Start of PROVIDED DATA

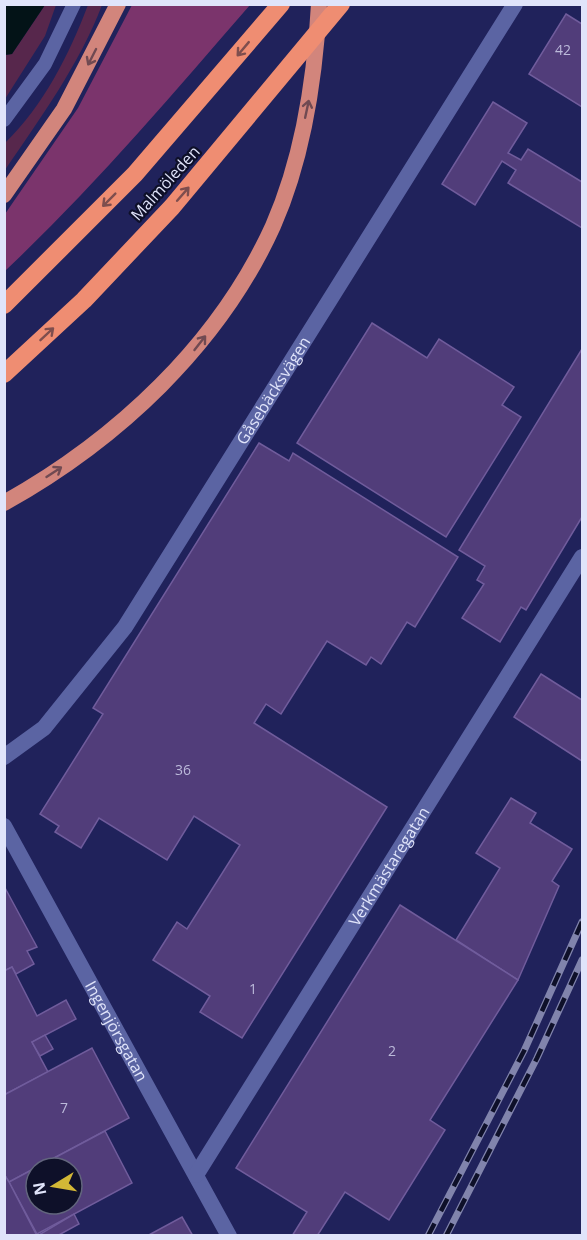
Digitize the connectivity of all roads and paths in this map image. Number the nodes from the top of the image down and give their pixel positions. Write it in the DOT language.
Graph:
graph roads {
  1 [pos="74,4"];
  2 [pos="118,4"];
  3 [pos="281,4"];
  4 [pos="319,4"];
  5 [pos="340,4"];
  6 [pos="515,4"];
  7 [pos="4,120"];
  8 [pos="4,195"];
  9 [pos="4,305"];
  10 [pos="4,374"];
  11 [pos="4,503"];
  12 [pos="582,557"];
  13 [pos="4,757"];
  14 [pos="4,825"];
  15 [pos="196,1175"];
  16 [pos="229,1236"];
  1 -- 7 [label="lane"];
  2 -- 8 [label="highway, one-way"];
  3 -- 9 [label="highway, Malmöleden, one-way"];
  11 -- 4 [label="highway, one-way"];
  10 -- 5 [label="highway, Malmöleden, one-way"];
  6 -- 13 [label="street, Gåsebäcksvägen"];
  12 -- 15 [label="street, Verkmästaregatan"];
  14 -- 15 [label="street, Ingenjörsgatan"];
  15 -- 16 [label="street, Ingenjörsgatan"];
}
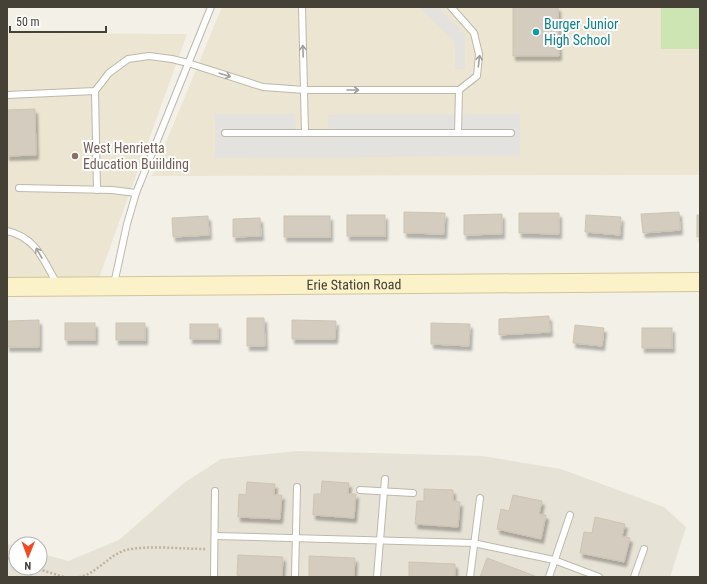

End of PROVIDED DATA

ACTION ITEM —
Each line of the data above is to be output exactly; the pictures are not to appear.

ANSWER SECTION —
Digitize the connectivity of all roads and paths in this map image. Number the nodes from the top of the image down and give their pixel positions. Write it in the DOT language.
Graph:
graph roads {
  1 [pos="74,4"];
  2 [pos="118,4"];
  3 [pos="281,4"];
  4 [pos="319,4"];
  5 [pos="340,4"];
  6 [pos="515,4"];
  7 [pos="4,120"];
  8 [pos="4,195"];
  9 [pos="4,305"];
  10 [pos="4,374"];
  11 [pos="4,503"];
  12 [pos="582,557"];
  13 [pos="4,757"];
  14 [pos="4,825"];
  15 [pos="196,1175"];
  16 [pos="229,1236"];
  1 -- 7 [label="lane"];
  2 -- 8 [label="highway, one-way"];
  3 -- 9 [label="highway, Malmöleden, one-way"];
  11 -- 4 [label="highway, one-way"];
  10 -- 5 [label="highway, Malmöleden, one-way"];
  6 -- 13 [label="street, Gåsebäcksvägen"];
  12 -- 15 [label="street, Verkmästaregatan"];
  14 -- 15 [label="street, Ingenjörsgatan"];
  15 -- 16 [label="street, Ingenjörsgatan"];
}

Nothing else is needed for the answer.